Rénovation énergétique : quelles perspectives de financement ?
On le sait, le budget de l’État consacré à la rénovation énergétique des logements fait encore débat, malgré les objectifs de massification des travaux par le gouvernement.
« La dotation de l’État, c’est 4 milliards d’euros par an en termes de rénovation. On a 70 milliard, rien qu’en travaux pour les logements F et G », a rappelé Loïc Cantin, président de la Fédération nationale de l’immobilier (Fnaim), lors des rencontres de la Confédération de l'artisanat et des petites entreprises du bâtiment (CAPEB). Différents acteurs y étaient invités pour discuter de ces travaux d’entretien-amélioration, qui tirent l’activité des artisans du secteur.
Mais alors que l’éradication des passoires thermiques a été enclenchée via la loi Climat et Résilience, pour les copropriétés - qui concentrent deux-tiers des passoires thermiques - la difficulté reste grande, notamment pour régler le reste à charge. Et si le ministre du Logement Olivier Klein souligne que 80 % des aides MaPrimeRénov’ s’adressent aux ménages modestes, voire très modestes, ont généré 1,5 million de chantiers et réduit l'équivalent en consommation d’énergie « de la ville de 600 000 habitants, soit la ville de Lyon », pour le président de la Fnaim, cela ne prend pas.
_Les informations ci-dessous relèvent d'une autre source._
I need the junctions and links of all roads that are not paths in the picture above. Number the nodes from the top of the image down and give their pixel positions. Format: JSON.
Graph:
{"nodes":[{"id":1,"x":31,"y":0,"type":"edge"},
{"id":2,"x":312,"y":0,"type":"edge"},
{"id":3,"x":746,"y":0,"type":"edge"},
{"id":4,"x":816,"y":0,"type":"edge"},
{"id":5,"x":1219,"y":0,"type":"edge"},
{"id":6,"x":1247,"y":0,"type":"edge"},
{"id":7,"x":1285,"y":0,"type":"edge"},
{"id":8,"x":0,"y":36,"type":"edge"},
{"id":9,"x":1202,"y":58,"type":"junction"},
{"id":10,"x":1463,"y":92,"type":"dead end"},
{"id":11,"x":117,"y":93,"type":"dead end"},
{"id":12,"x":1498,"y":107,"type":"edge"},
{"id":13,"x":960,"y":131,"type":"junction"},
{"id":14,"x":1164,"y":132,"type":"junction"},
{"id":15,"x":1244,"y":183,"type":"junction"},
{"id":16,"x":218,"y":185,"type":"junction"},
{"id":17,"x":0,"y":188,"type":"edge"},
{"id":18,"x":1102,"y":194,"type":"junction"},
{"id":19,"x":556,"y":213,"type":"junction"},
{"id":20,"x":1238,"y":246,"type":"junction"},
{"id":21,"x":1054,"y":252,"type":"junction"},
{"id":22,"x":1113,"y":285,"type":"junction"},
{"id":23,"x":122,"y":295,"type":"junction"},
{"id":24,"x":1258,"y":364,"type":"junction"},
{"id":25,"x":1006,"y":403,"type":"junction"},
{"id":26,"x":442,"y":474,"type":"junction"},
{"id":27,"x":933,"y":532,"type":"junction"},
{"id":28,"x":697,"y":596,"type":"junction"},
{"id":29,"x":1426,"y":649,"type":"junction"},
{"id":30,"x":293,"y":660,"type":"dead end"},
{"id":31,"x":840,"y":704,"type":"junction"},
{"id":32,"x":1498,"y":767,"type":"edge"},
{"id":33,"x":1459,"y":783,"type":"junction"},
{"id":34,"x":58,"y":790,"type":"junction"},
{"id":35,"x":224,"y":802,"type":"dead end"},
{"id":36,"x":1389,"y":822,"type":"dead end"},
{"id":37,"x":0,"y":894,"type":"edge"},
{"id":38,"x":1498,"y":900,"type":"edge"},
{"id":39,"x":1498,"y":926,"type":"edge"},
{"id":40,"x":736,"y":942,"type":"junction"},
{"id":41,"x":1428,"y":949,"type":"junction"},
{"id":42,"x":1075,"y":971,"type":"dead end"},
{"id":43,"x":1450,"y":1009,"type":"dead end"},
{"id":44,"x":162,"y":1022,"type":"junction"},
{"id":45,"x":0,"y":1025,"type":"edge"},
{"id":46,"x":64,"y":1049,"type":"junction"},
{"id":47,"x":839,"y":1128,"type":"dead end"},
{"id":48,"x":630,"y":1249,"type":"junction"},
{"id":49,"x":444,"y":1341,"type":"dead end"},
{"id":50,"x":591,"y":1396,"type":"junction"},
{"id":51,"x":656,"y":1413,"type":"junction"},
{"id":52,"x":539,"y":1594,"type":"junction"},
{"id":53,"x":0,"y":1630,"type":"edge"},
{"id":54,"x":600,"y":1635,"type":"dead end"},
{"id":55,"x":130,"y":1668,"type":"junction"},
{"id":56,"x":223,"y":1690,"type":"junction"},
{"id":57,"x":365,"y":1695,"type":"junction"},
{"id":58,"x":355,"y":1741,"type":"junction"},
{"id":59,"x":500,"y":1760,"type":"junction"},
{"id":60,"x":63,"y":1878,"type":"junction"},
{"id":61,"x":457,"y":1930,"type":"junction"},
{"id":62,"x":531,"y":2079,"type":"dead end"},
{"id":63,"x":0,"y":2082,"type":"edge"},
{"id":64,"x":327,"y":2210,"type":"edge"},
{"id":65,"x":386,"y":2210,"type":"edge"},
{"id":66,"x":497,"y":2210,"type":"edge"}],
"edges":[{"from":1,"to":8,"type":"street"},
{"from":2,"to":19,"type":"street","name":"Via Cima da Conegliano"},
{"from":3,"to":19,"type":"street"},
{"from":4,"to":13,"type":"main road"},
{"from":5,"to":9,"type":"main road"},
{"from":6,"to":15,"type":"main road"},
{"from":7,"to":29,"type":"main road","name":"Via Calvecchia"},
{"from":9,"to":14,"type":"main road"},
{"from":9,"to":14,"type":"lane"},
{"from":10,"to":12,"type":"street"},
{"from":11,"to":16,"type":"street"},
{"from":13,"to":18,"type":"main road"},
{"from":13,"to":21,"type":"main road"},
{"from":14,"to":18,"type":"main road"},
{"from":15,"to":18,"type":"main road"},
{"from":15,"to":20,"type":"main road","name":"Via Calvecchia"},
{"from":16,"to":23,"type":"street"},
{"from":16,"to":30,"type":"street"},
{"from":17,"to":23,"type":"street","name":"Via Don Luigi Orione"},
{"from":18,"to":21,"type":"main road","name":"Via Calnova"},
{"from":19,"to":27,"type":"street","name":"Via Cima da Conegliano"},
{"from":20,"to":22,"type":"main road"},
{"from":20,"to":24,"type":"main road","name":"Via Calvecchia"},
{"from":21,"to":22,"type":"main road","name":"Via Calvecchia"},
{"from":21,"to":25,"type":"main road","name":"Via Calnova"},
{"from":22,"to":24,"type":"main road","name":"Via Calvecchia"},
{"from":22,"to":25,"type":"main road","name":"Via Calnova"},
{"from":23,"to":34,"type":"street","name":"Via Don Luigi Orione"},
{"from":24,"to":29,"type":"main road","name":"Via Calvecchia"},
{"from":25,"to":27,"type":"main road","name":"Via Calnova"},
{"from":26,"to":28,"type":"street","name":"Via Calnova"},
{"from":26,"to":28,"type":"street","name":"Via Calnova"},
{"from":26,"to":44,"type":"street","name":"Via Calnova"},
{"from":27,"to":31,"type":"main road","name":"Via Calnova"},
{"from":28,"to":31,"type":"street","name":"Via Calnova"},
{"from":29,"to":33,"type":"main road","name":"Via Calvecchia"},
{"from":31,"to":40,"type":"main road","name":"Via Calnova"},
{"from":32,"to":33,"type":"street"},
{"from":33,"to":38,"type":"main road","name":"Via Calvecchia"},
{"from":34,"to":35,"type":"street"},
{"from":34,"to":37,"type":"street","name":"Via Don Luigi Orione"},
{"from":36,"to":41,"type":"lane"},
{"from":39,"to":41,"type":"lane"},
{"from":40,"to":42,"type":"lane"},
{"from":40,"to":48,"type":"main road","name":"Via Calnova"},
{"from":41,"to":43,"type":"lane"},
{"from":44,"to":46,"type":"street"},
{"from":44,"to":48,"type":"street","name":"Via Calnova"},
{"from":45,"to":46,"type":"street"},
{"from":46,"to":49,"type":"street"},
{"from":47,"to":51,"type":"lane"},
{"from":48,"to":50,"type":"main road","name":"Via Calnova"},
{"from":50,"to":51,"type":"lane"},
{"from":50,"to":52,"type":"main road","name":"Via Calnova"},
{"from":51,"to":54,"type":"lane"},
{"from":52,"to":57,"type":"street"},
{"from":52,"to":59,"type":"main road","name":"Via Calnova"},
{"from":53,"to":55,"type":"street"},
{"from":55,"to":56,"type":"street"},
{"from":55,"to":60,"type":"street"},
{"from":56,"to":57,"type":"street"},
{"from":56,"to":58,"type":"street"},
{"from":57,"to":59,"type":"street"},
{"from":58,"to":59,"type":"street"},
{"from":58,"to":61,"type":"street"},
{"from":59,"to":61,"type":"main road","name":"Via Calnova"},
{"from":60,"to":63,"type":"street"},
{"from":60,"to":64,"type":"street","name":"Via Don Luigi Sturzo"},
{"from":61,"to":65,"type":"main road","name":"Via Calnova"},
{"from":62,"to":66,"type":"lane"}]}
« Aujourd’hui, nous ne savons pas financer. On l’a réclamé, on l’a demandé, aussi bien à Bercy, qu’à Olivier Klein, mais on n’a pas de réponse », déplore-t-il.
Une courbe du marché entretien-rénovation qui suit celle du PIB
Pourtant, à en croire une étude présentée par Xerfi Spécific, sur les 40 dernières années, le marché de l’entretien-rénovation semble être un bon indicateur de la santé économique d’un pays. Dès les années 1980, « vous avez une croissance très continue, sur un rythme d’1 % par an en modèle constant. Vous avez une dynamique lente, mais persistante, jusqu’à cette rupture de 2009. Depuis cette période, la croissance de ce secteur est beaucoup plus difficile. Le niveau d’activité a même baissé, en particulier les périodes de crises », rapporte notamment son vice-président, Laurent Frelat.
Crise de la dette européenne de 2012, mais surtout crise liée à la crise sanitaire, qui, après une « chute tout à fait exceptionnelle » a laissé place à un « rebond en 2022 ». Autre observation : la courbe de l’entretien-amélioration suit les mêmes fluctuations que la courbe du produit intérieur brut (PIB). « Quand on regarde sur une longue période, on se rend compte qu’il y a un vrai cousinage. Il y a une corrélation très forte entre les deux variables. Cette corrélation n’est pas le fruit du hasard », commente Laurent Frelat.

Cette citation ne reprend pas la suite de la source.